It stood there at the foot of the street whose name it bears when the writer was a boy—and many long years before—and will, no doubt, stand there long after he is dead and gone, a low, narrow shed of rotten wood, in color a dingy brown, with three half-round windows on the ferry side—we mean the ones over the oyster booth, where they used to give a round dozen saddle-rocks to every stew, and over the coffee and cake saloon, where the butter-cakes were always fresh on the pan—looking like the eyes of some great monster standing majestically alone in the center of the little square, calmly watching the crowds that pour out of the ferry-gates as the sun rises up, and pour in again as it goes down.

Now there is nothing stylish about the Catherine Market, nothing in any way smacking of "tone."

It is not one-third the size of the Washington Market, nor does it profess to have that far-famed celebrity for succulent meats, fat turtle, fish, oysters and clams to which Fulton Market lays claim.

But it does a driving, thriving business of its own, just the same, does the Catherine Market—make no mistake about that!

For here come to purchase their daily supplies the denizens of Water, Cherry and Oliver streets, of Madison, Monroe and Hamilton streets, to say nothing of East Broadway, equal in number, when taken all in all, to the population of a good-sized city in themselves.

If one wants to see the Catherine Market in the full tide of its bustling trade, Sunday morning is the time to come—when the fish peddlers cluster outside its walls, between the hours of four and five.

They spread themselves up South street; they stand beside their pails, tubs and baskets on the sidewalk facing the old tumble-down rookeries on the side of Catherine street to the right of the market itself, and before the second hand clothing stores on the left.

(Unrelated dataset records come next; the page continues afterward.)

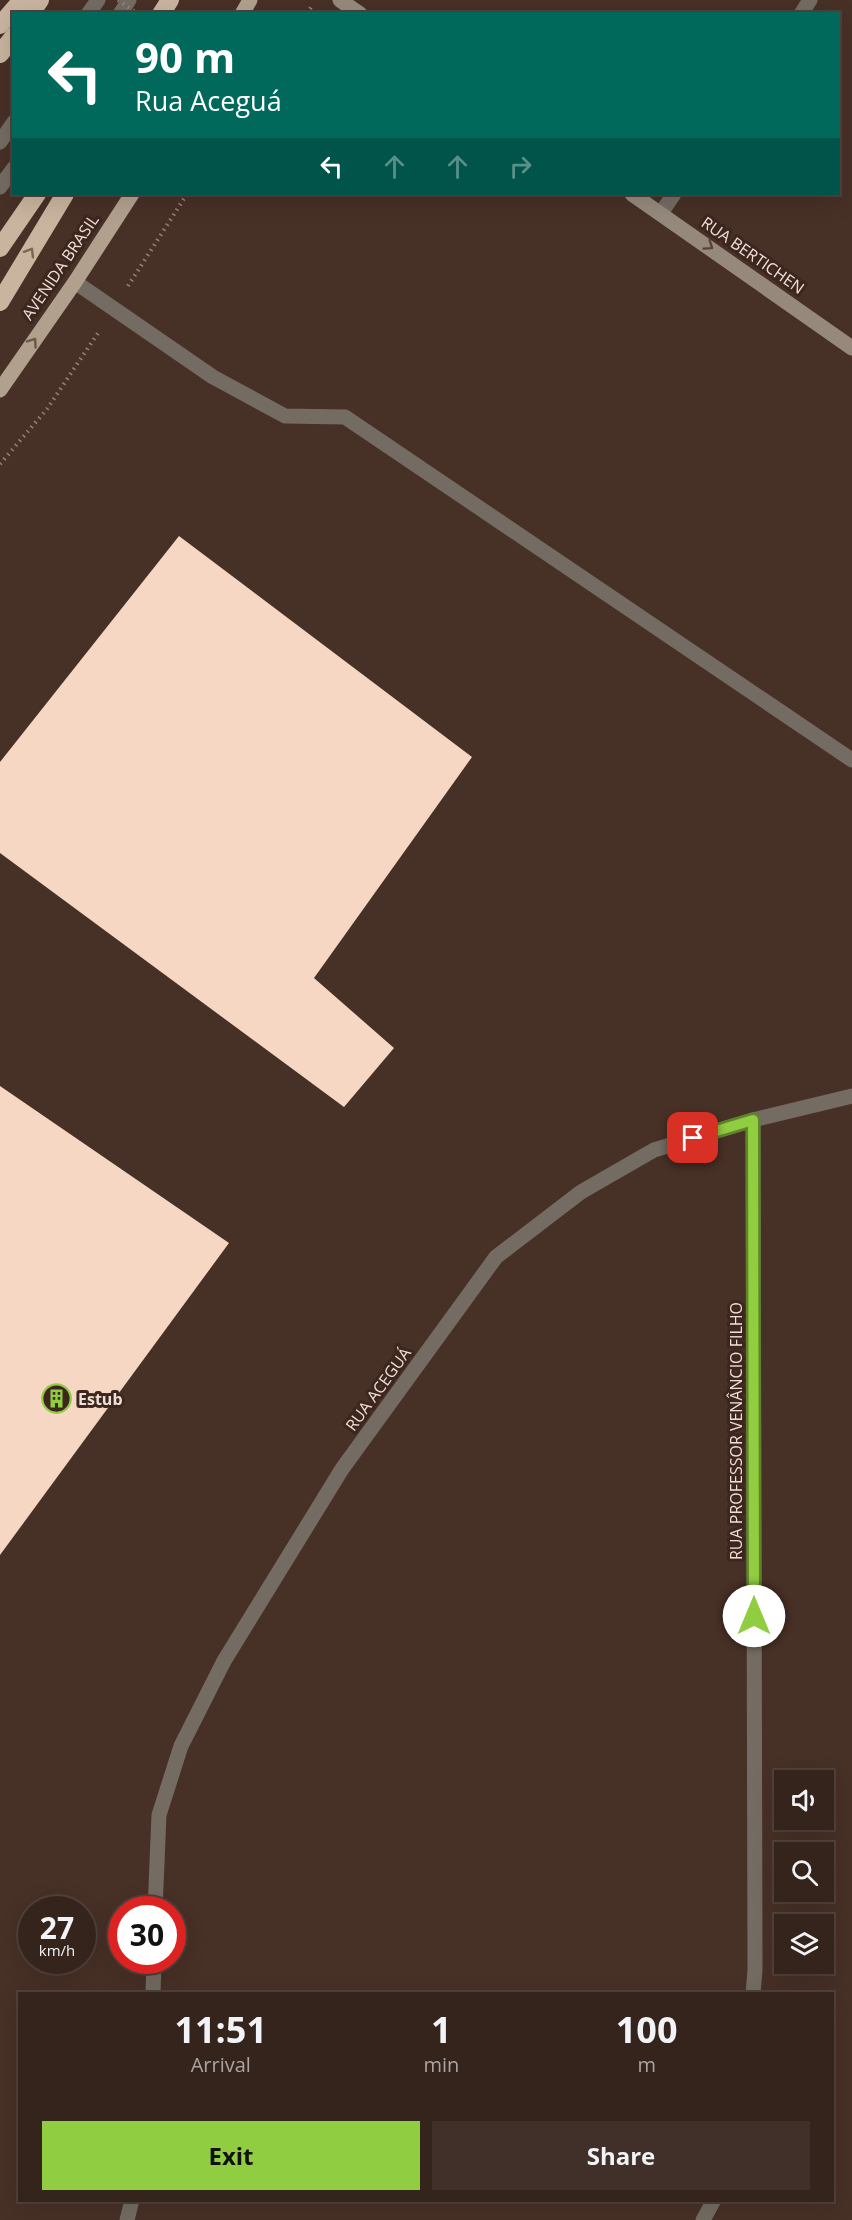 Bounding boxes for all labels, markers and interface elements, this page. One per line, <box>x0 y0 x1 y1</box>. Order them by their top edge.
text: 90 m <box>135 28 235 85</box>
icon: left <box>36 36 114 114</box>
text: Rua Aceguá <box>135 82 282 119</box>
icon: left <box>315 150 348 183</box>
icon: ahead <box>378 150 411 183</box>
icon: ahead <box>441 150 474 183</box>
icon: right <box>504 150 537 183</box>
street label: AVENIDA BRASIL <box>17 210 103 324</box>
street label: RUA BERTICHEN <box>697 211 809 299</box>
one-way arrow <box>702 239 713 250</box>
one-way arrow <box>23 248 35 258</box>
one-way arrow <box>26 338 37 349</box>
pin <box>667 1112 718 1163</box>
icon: arrive <box>676 1121 709 1154</box>
street label: RUA PROFESSOR VENÂNCIO FILHO <box>725 1302 747 1560</box>
street label: RUA ACEGUÁ <box>340 1342 416 1435</box>
building icon: Estub <box>41 1383 73 1415</box>
place label: Estub <box>78 1388 123 1410</box>
position arrow <box>722 1584 786 1648</box>
map controls <box>774 1770 834 1974</box>
button: sound <box>774 1770 834 1830</box>
button: search <box>774 1842 834 1902</box>
speed limit sign: 30 <box>108 1896 186 1974</box>
text: 27 <box>40 1907 74 1948</box>
button: layers <box>774 1914 834 1974</box>
text: km/h <box>39 1940 75 1960</box>
text: 11:51 <box>174 2005 267 2054</box>
text: 1 <box>431 2005 452 2054</box>
text: 100 <box>616 2005 678 2054</box>
text: Arrival <box>191 2051 251 2078</box>
text: min <box>423 2051 459 2078</box>
text: m <box>637 2051 656 2078</box>
button: Exit <box>42 2121 420 2190</box>
button: Share <box>432 2121 810 2190</box> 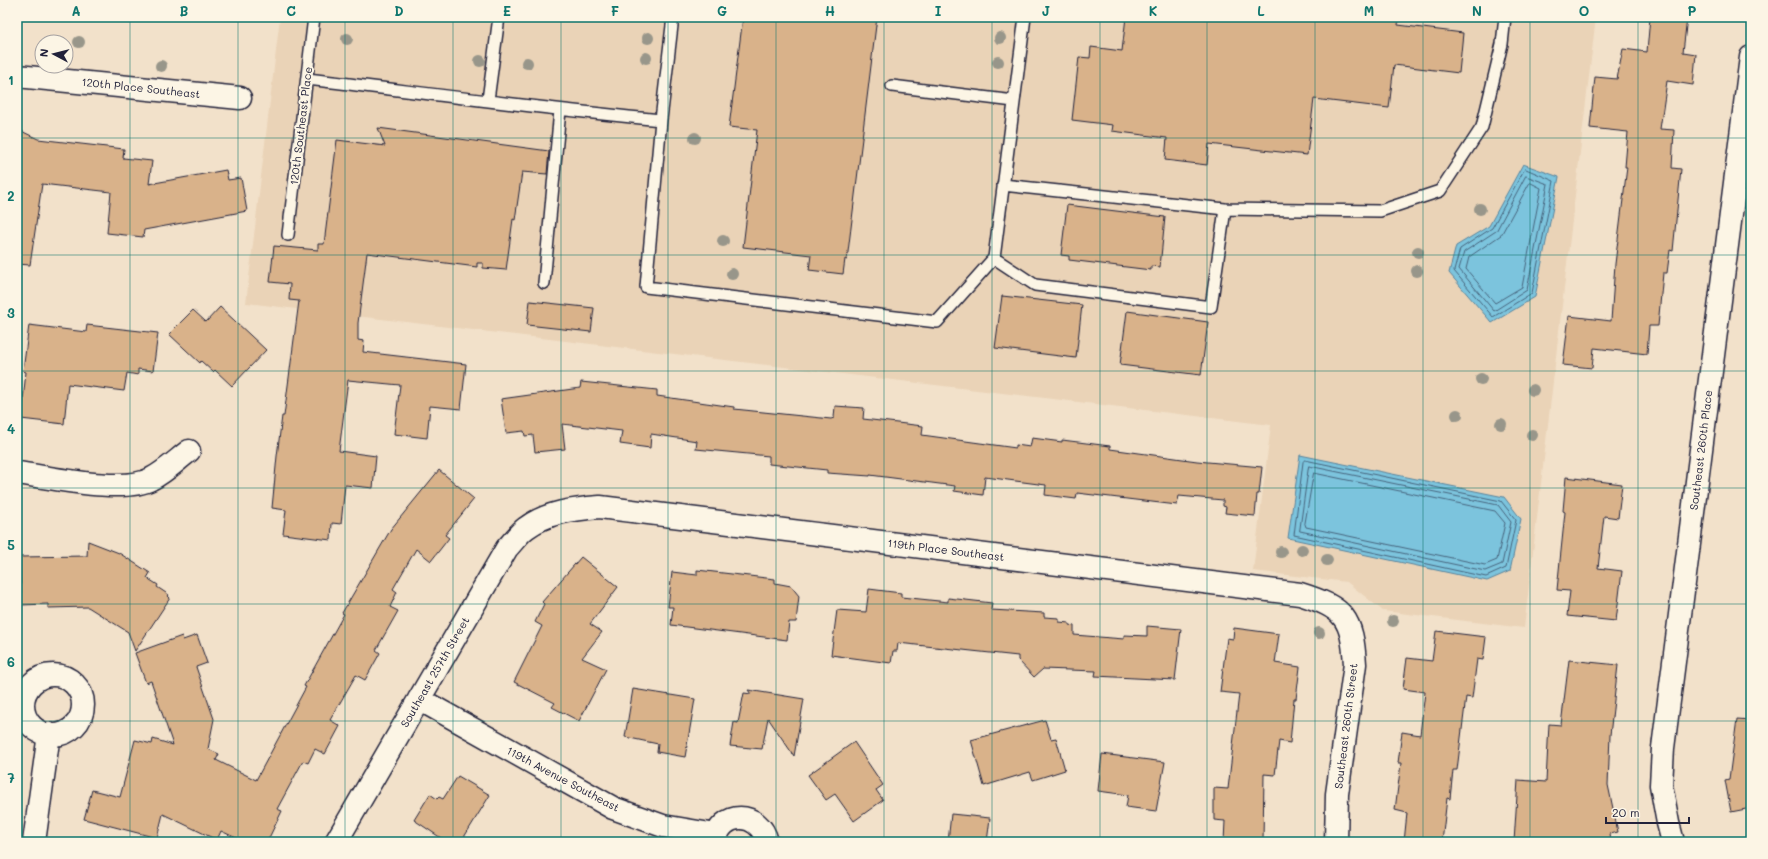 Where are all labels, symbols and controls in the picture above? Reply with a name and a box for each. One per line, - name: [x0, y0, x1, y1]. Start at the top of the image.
- text: A: [71, 2, 81, 19]
- text: B: [180, 2, 189, 19]
- text: C: [286, 2, 296, 19]
- text: D: [394, 2, 404, 19]
- text: E: [503, 2, 511, 19]
- text: F: [611, 2, 619, 19]
- text: G: [717, 2, 727, 19]
- text: H: [825, 2, 835, 19]
- text: I: [935, 2, 942, 19]
- text: J: [1042, 2, 1050, 19]
- text: K: [1149, 2, 1158, 19]
- text: L: [1257, 2, 1265, 19]
- text: M: [1364, 2, 1374, 19]
- text: N: [1472, 2, 1482, 19]
- text: O: [1579, 2, 1589, 19]
- text: P: [1688, 2, 1697, 19]
- north arrow: [34, 34, 74, 74]
- text: N: [36, 48, 52, 58]
- street label: 120th Southeast Place: [286, 66, 315, 186]
- text: 1: [8, 71, 14, 88]
- street label: 120th Place Southeast: [81, 74, 201, 101]
- text: 2: [7, 187, 15, 204]
- text: 3: [7, 304, 15, 321]
- street label: Southeast 260th Place: [1686, 389, 1715, 511]
- text: 4: [7, 420, 15, 437]
- street label: 119th Place Southeast: [887, 535, 1006, 564]
- text: 5: [7, 536, 15, 553]
- street label: Southeast 257th Street: [397, 614, 472, 730]
- text: 6: [7, 653, 15, 670]
- street label: Southeast 260th Street: [1330, 662, 1361, 790]
- street label: 119th Avenue Southeast: [504, 742, 623, 815]
- text: 7: [7, 769, 15, 786]
- scale bar: [1606, 799, 1689, 825]
- text: 20 m: [1612, 804, 1640, 820] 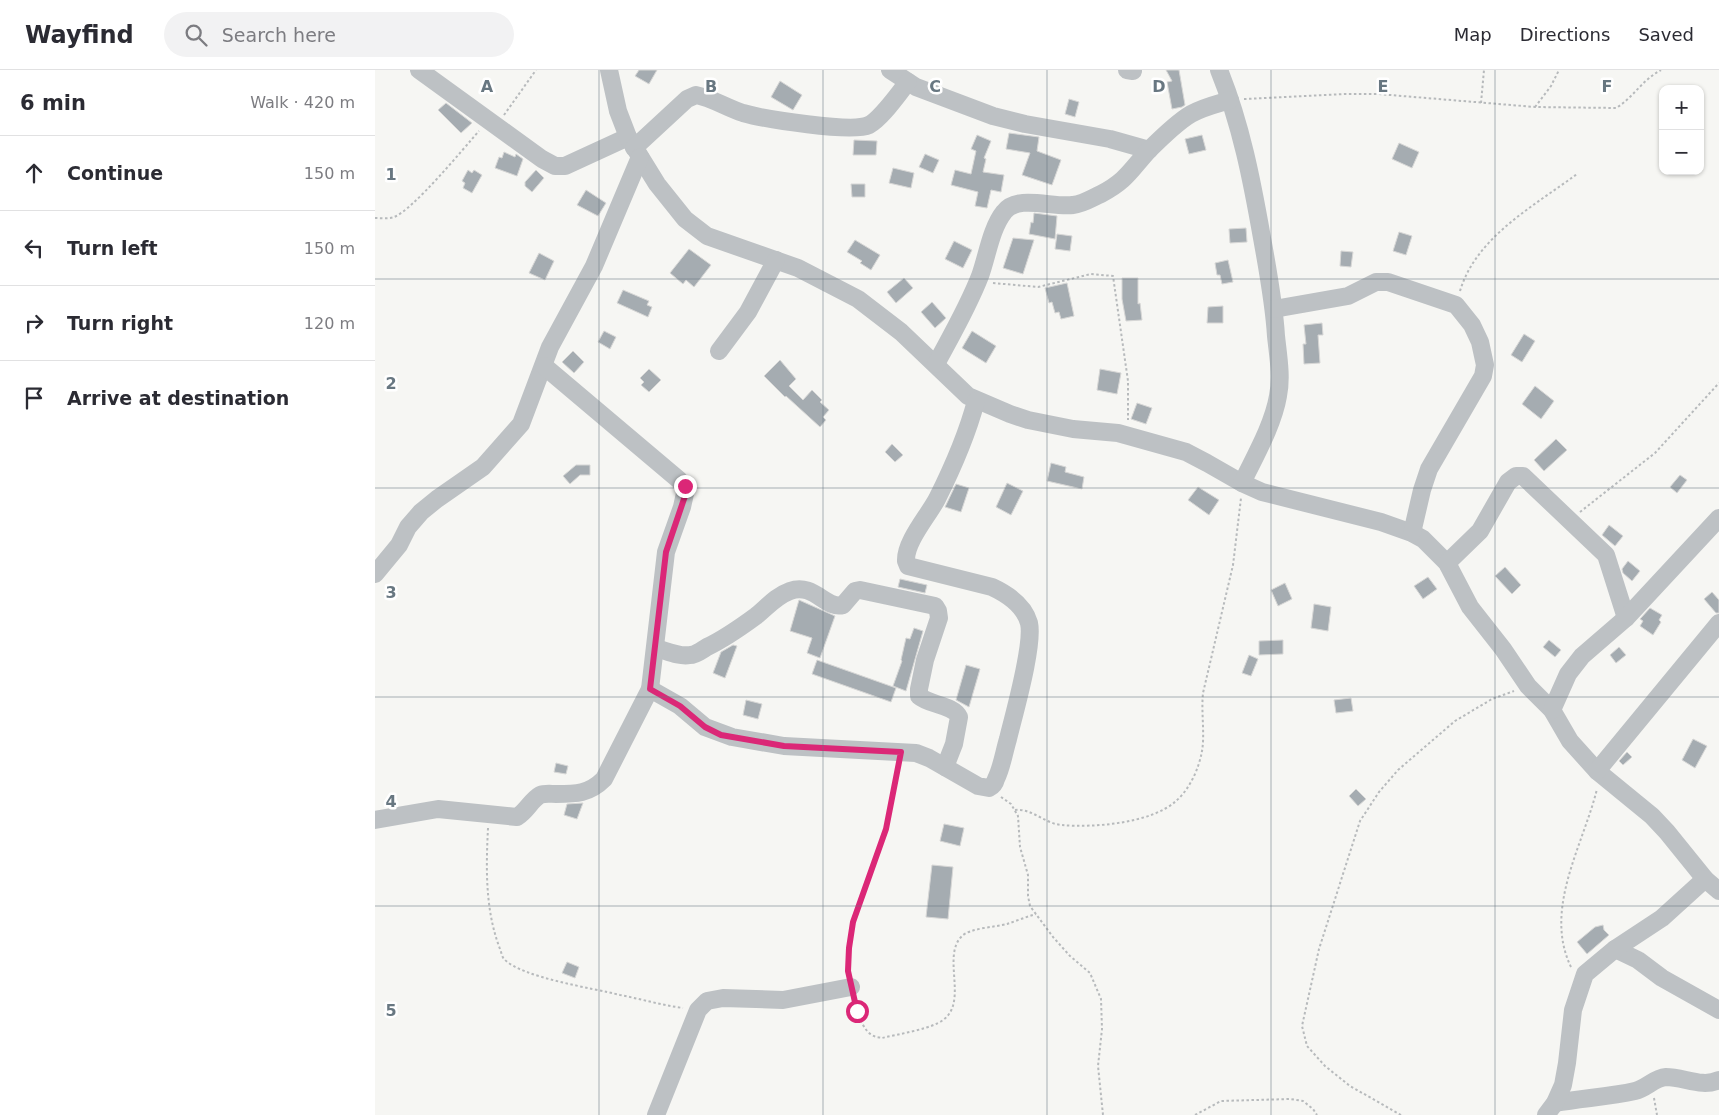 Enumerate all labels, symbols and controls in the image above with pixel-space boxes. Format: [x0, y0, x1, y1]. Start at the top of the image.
search box [164, 12, 514, 57]
text: Wayfind [25, 21, 134, 49]
icon: search [182, 21, 210, 49]
text: Search here [222, 24, 336, 46]
text: Map [1454, 24, 1492, 45]
text: Directions [1520, 24, 1610, 45]
text: Saved [1638, 24, 1694, 45]
text: A [481, 77, 494, 96]
text: B [705, 77, 717, 96]
text: C [929, 77, 941, 96]
text: D [1152, 77, 1166, 96]
text: E [1378, 77, 1388, 96]
text: F [1602, 77, 1612, 96]
map controls [1659, 85, 1704, 175]
button: + [1659, 85, 1704, 130]
text: 6 min [20, 91, 86, 115]
text: Walk · 420 m [250, 93, 355, 112]
button: − [1659, 130, 1704, 175]
icon: ahead [20, 159, 48, 187]
text: Continue [67, 162, 163, 184]
text: 150 m [304, 164, 355, 183]
text: 1 [385, 165, 397, 184]
icon: left [20, 234, 48, 262]
text: Turn left [67, 237, 158, 259]
text: 150 m [304, 239, 355, 258]
icon: right [20, 309, 48, 337]
text: Turn right [67, 312, 173, 334]
text: 120 m [304, 314, 355, 333]
text: 2 [385, 374, 397, 393]
icon: arrive [20, 384, 48, 412]
text: Arrive at destination [67, 387, 289, 409]
route end [674, 475, 697, 498]
text: 3 [385, 583, 397, 602]
text: 4 [385, 792, 397, 811]
route start [846, 1000, 869, 1023]
text: 5 [385, 1001, 397, 1020]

Blue-fish, white-fish, weak-fish, porgies, twisting eels, and soft clams strung on strings, lobsters alive and lobsters boiled, soft-shell crabs, packed in moss-lined boxes, hard-shell crabs, not packed at all—all are spread about outside of this singular building on the sidewalk in the gutter—yes, even in the very street itself, while the bawling of the fishermen as they cry the merits of their wares, the cackle of housewives, moving about here and there with giant market baskets on their arms, are all mingled in one unearthly clatter and din.

Nor is this all.

Other branches of trade must needs elbow their way into this busy spot as well, all carried on from baskets in the open streets, be it plainly understood, whose owners sit or stand beside them on the pavement as best they can.